Exercise brief
Would you please state how many lines in the entries contain the word "Garnier"? Only the number should be given.

Provided data
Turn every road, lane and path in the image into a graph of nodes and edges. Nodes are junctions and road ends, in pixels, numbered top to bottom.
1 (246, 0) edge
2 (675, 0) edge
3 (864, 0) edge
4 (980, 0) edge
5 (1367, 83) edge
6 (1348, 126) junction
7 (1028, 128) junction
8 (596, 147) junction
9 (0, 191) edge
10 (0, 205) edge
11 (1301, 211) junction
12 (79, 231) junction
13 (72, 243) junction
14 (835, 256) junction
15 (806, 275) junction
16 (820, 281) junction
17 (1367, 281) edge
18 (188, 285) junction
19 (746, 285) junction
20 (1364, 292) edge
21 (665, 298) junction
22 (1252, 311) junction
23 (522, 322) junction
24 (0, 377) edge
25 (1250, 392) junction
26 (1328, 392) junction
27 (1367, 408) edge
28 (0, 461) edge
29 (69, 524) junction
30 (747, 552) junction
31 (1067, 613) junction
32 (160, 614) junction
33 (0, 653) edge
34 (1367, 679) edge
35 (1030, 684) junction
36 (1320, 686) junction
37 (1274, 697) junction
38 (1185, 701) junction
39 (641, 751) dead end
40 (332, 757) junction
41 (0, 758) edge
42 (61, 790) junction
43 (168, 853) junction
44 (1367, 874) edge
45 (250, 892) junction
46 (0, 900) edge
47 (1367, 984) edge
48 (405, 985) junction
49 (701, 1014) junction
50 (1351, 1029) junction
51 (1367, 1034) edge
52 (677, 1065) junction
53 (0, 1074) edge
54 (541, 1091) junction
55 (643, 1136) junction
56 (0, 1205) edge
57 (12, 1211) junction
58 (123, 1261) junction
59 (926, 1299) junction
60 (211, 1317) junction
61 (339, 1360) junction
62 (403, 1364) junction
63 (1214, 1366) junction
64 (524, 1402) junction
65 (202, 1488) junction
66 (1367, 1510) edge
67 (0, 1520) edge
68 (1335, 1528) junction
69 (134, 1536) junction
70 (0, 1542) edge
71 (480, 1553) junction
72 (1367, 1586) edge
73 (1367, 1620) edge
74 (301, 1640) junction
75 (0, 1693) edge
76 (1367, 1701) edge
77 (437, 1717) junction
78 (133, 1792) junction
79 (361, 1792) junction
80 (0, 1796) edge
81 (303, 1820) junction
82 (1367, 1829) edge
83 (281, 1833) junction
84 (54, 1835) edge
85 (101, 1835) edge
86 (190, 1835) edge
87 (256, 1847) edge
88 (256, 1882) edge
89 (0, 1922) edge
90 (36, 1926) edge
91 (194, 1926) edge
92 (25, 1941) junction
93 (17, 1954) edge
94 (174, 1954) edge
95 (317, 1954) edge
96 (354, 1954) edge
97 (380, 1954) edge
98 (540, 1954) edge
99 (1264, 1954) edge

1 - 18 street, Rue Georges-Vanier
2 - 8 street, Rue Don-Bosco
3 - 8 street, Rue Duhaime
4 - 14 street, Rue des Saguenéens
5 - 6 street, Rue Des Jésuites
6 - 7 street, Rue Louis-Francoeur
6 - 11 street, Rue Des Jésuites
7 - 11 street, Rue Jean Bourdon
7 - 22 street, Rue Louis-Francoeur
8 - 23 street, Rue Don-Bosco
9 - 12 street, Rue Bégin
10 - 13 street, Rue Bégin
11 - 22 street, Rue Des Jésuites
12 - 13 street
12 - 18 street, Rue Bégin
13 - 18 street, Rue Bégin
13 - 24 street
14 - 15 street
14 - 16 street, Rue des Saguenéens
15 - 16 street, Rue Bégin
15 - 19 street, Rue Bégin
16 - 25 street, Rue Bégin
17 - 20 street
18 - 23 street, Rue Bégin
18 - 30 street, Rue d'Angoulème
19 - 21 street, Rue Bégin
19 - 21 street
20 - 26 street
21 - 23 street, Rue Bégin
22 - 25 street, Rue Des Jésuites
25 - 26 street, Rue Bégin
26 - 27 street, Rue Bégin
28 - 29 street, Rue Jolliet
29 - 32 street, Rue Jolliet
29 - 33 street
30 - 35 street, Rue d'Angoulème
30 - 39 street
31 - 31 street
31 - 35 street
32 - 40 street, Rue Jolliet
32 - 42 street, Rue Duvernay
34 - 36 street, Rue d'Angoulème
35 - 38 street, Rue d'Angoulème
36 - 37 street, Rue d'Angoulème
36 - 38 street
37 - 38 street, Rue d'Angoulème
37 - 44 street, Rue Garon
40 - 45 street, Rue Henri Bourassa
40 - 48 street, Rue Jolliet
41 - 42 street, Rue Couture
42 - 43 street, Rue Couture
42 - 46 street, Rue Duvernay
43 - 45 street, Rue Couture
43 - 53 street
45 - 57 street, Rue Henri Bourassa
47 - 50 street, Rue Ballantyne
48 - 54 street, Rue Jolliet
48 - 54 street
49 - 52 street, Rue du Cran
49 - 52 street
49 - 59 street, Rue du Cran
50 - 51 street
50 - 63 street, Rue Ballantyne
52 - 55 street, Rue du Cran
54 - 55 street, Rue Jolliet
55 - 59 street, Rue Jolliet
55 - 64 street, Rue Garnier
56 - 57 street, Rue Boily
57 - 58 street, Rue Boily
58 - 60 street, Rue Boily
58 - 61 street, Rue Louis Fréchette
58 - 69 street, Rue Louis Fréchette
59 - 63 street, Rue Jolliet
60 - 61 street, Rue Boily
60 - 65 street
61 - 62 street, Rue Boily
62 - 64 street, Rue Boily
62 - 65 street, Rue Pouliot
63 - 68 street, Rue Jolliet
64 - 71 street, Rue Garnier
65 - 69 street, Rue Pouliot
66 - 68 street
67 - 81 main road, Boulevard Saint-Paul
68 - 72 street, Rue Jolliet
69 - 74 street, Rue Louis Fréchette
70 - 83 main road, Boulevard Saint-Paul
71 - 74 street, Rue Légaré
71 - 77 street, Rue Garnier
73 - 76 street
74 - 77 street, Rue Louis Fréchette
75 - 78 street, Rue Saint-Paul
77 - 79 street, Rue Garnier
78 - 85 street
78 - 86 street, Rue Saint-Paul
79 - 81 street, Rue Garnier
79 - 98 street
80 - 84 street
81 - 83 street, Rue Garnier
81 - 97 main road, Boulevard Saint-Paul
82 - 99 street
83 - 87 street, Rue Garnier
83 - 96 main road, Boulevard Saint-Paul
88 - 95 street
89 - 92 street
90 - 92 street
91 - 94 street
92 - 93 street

Answer to the exercise
7